* [The data]:
○ ○ ○

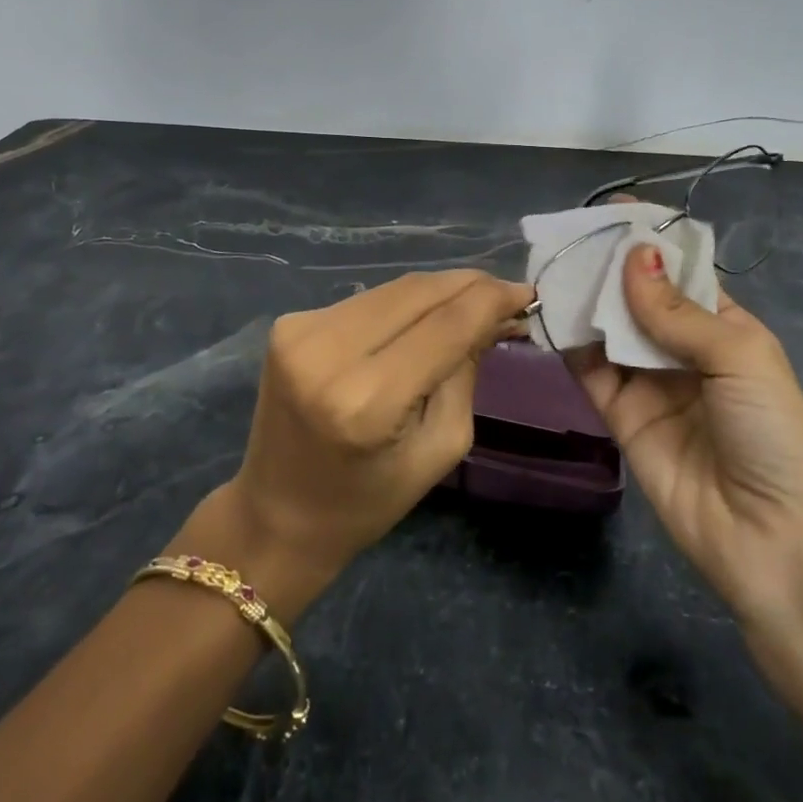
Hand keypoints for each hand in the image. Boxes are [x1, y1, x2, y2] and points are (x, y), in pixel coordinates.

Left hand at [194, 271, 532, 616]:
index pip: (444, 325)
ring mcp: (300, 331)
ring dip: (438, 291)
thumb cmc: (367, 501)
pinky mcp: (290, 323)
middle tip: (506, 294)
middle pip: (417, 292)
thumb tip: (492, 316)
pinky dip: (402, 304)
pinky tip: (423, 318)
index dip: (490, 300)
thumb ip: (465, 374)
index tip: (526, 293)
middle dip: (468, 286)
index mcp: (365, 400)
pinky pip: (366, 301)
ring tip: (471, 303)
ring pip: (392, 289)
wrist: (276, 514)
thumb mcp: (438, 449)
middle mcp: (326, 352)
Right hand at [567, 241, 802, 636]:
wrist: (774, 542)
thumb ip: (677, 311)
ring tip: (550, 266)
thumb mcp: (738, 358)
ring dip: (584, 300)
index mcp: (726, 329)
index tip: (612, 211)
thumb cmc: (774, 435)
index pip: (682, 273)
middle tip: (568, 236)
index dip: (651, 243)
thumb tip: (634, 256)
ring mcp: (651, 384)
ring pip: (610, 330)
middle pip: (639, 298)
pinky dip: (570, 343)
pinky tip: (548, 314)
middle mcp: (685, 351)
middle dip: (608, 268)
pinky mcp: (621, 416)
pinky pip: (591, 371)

○ ○ ○

* [Task to complete]: Above are the entries; copy out every line among them that contains the word "hand".

* [Solved exercise]:
Hand keypoints for each hand in the image. Boxes are [x1, y1, x2, y2] and points are (x, y), in pixel coordinates.
Left hand at [194, 271, 532, 616]:
Right hand at [567, 241, 802, 636]:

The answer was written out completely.